Université de défendre: Universidade de Vigo

Fecha de defensa: 23 mars 2012

Jury:
  1. Inmaculada Hernáez Rioja President
  2. Eduardo Rodríguez Banga Secrétaire
  3. José Luis Alba Castro Rapporteur
  4. Francesc Josep Ferri Rabasa Rapporteur
  5. António Joaquim da Silva Teixeira Rapporteur
Département:
  1. Teoría do sinal e comunicacións

Type: Thèses

Teseo: 322070 DIALNET

Résumé

Speech synthesis systems based on hidden Markov models (HMMs) have defined the beginning of a new generation of Text-to-Speech systems (TTS) technology. The stochastic-based models can simultaneously describe time and frequency domain events, while maintaining a powerful and highly flexible synthesis framework. Despite the several recognized advantages, some authors report a background buzz or a muffled voice, among other issues, which shows the need for improvements on the speech description/generation model.
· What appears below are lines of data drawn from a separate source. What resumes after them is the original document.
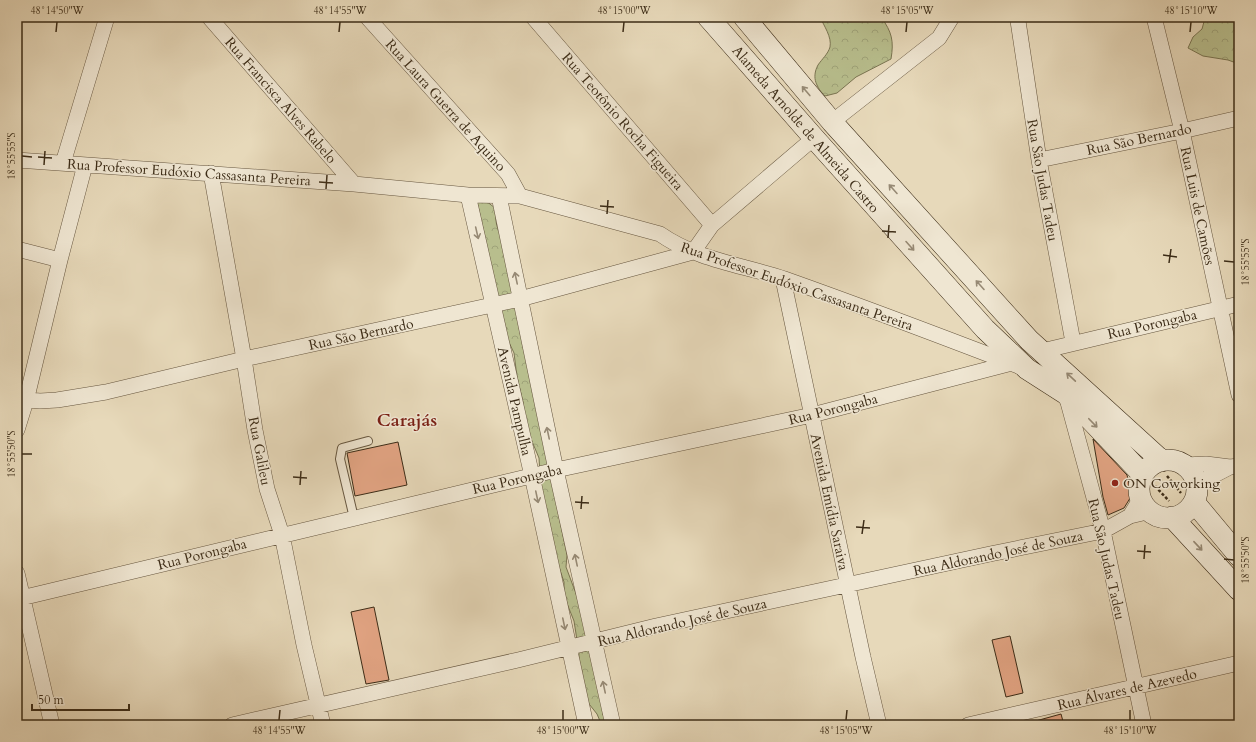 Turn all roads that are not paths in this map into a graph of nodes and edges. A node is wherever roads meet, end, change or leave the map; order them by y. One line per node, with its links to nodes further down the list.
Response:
1 (107, 17): 16 (street)
2 (209, 17): 19 (street, Rua Francisca Alves Rabelo)
3 (367, 17): 22 (street, Rua Laura Guerra de Aquino)
4 (533, 17): 23 (street, Rua Teotônio Rocha Figueira)
5 (744, 17): 11 (main road, Alameda Arnolde de Almeida Castro, one-way to 5)
6 (952, 17): 11 (street)
7 (1018, 17): 15 (street, Rua São Judas Tadeu)
8 (1154, 17): 12 (street, Rua Luis de Camões)
9 (716, 20): 13 (main road, Alameda Arnolde de Almeida Castro)
10 (1239, 118): 12 (street, Rua São Bernardo)
11 (832, 122): 33 (main road, Alameda Arnolde de Almeida Castro, one-way to 11)
12 (1182, 131): 15 (street, Rua São Bernardo); 31 (street, Rua Luis de Camões)
13 (814, 138): 23 (street); 35 (main road, Alameda Arnolde de Almeida Castro, one-way to 35)
14 (17, 160): 16 (street, Rua Professor Eudóxio Cassasanta Pereira)
15 (1039, 160): 32 (street, Rua São Judas Tadeu)
16 (63, 163): 17 (street, Rua Professor Eudóxio Cassasanta Pereira)
17 (85, 165): 18 (street, Rua Professor Eudóxio Cassasanta Pereira); 26 (street)
18 (211, 173): 19 (street, Rua Professor Eudóxio Cassasanta Pereira); 34 (street, Rua Galileu)
19 (354, 184): 20 (street, Rua Professor Eudóxio Cassasanta Pereira)
20 (468, 195): 21 (street, Rua Professor Eudóxio Cassasanta Pereira); 30 (street, Avenida Pampulha, one-way to 30)
21 (499, 196): 22 (street, Rua Professor Eudóxio Cassasanta Pereira); 28 (street, Avenida Pampulha, one-way to 21)
22 (520, 196): 25 (street, Rua Professor Eudóxio Cassasanta Pereira)
23 (712, 225): 25 (street)
24 (17, 249): 26 (street)
25 (693, 252): 27 (street, Rua Professor Eudóxio Cassasanta Pereira); 28 (street, Rua São Bernardo)
26 (60, 260): 38 (street)
27 (783, 279): 35 (street, Rua Professor Eudóxio Cassasanta Pereira); 39 (street, Avenida Emídia Saraiva)
28 (520, 299): 30 (street, Rua São Bernardo); 45 (street, Avenida Pampulha, one-way to 28)
29 (1239, 304): 31 (street, Rua Porongaba)
30 (494, 305): 34 (street, Rua São Bernardo); 47 (street, Avenida Pampulha)
31 (1221, 308): 32 (street, Rua Porongaba); 37 (street, Rua Luis de Camões)
32 (1073, 342): 33 (street, Rua Porongaba)
33 (1042, 351): 42 (main road, Alameda Arnolde de Almeida Castro, one-way to 33)
34 (244, 359): 38 (street, Rua São Bernardo); 53 (street, Rua Galileu)
35 (1019, 366): 36 (main road, Alameda Arnolde de Almeida Castro); 39 (street, Rua Porongaba)
36 (1066, 394): 46 (main road, Alameda Arnolde de Almeida Castro, one-way to 46); 52 (street, Rua São Judas Tadeu)
37 (1239, 396)
38 (21, 400): 40 (street)
39 (812, 415): 45 (street, Rua Porongaba); 56 (street, Avenida Emídia Saraiva)
40 (17, 430)
41 (368, 441): 51 (lane)
42 (1162, 460): 43 (main road); 46 (main road)
43 (1184, 465): 44 (street); 48 (main road)
44 (1235, 466): 48 (street)
45 (556, 470): 47 (street, Rua Porongaba); 59 (street, Avenida Pampulha, one-way to 45)
46 (1143, 475): 49 (main road)
47 (532, 476): 51 (street, Rua Porongaba); 60 (street, Avenida Pampulha, one-way to 60)
48 (1196, 493): 50 (main road); 54 (main road)
49 (1146, 505): 50 (main road); 52 (street, Rua Aldorando José de Souza)
50 (1172, 517): 57 (main road, one-way to 57)
51 (354, 518): 53 (street, Rua Porongaba)
52 (1103, 531): 56 (street, Rua Aldorando José de Souza); 62 (street, Rua São Judas Tadeu)
53 (282, 534): 58 (street, Rua Porongaba); 63 (street, Rua Galileu)
54 (1239, 556)
55 (17, 573): 58 (street)
56 (848, 586): 59 (street, Rua Aldorando José de Souza); 69 (street, Avenida Emídia Saraiva)
57 (1239, 590)
58 (20, 598): 65 (street)
59 (594, 642): 60 (street, Rua Aldorando José de Souza); 64 (street, Avenida Pampulha, one-way to 59)
60 (569, 648): 63 (street, Rua Aldorando José de Souza); 68 (street, Avenida Pampulha)
61 (1239, 663): 62 (street, Rua Álvares de Azevedo)
62 (1135, 686): 70 (street, Rua Álvares de Azevedo); 71 (street, Rua São Judas Tadeu)
63 (318, 705): 66 (street, Rua Aldorando José de Souza); 67 (street, Rua Galileu)
64 (612, 722): 68 (street, Avenida Pampulha)
65 (52, 725)
66 (232, 725)
67 (323, 725)
68 (586, 725)
69 (879, 725)
70 (968, 725)
71 (1144, 725)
Since there are already several adaptations of vocoding technologies to the HMM synthesis framework and none could provide an entirely satisfying result, in this work a different approach is proposed. With the objective of improving syntactic voice quality, we propose the development of a perceptually weighted adaptive filter technique that can enhance parameter generation ability on time and frequency domains and on an intra-segmental basis. The adaptation strategy will be based on prosodic correlates of voice preference in contextualized TTS applications for maximizing voice intelligibility and overall naturalness. The proposed work will be entirely dedicated to the European Portuguese language which still lacks several resources and tools.